▶ **HOW TO COMPLETE THIS TASK**
Where in the records does the word "main" appear? Copy each line that holds it.
+ + + + +
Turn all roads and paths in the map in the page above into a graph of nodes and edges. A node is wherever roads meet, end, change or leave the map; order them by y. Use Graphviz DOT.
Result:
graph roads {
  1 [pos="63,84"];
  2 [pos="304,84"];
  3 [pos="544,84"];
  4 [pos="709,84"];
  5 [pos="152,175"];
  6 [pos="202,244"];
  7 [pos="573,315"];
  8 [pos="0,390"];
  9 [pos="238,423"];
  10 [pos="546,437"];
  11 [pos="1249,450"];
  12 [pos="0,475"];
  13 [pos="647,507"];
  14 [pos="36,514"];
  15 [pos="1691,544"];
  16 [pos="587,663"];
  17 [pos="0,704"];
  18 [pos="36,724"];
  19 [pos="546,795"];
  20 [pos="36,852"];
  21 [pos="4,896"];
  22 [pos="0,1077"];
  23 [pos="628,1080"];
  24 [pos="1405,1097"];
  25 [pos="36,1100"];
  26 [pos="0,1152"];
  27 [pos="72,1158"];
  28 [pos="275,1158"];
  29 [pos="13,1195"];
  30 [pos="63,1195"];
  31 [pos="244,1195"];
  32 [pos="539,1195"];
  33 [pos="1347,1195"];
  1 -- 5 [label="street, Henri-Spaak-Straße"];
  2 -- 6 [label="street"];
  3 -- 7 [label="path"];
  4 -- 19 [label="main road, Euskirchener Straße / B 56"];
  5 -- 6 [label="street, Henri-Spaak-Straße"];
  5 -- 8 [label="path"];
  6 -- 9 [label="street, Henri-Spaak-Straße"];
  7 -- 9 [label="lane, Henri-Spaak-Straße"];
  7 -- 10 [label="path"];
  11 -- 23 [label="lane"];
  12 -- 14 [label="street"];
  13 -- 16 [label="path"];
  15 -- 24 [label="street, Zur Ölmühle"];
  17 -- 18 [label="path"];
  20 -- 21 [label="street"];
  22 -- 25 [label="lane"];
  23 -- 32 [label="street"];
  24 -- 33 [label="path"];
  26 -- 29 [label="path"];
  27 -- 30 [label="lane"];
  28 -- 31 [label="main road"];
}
+ + + + +
▶ **RESPONSE**
  4 -- 19 [label="main road, Euskirchener Straße / B 56"];
  28 -- 31 [label="main road"];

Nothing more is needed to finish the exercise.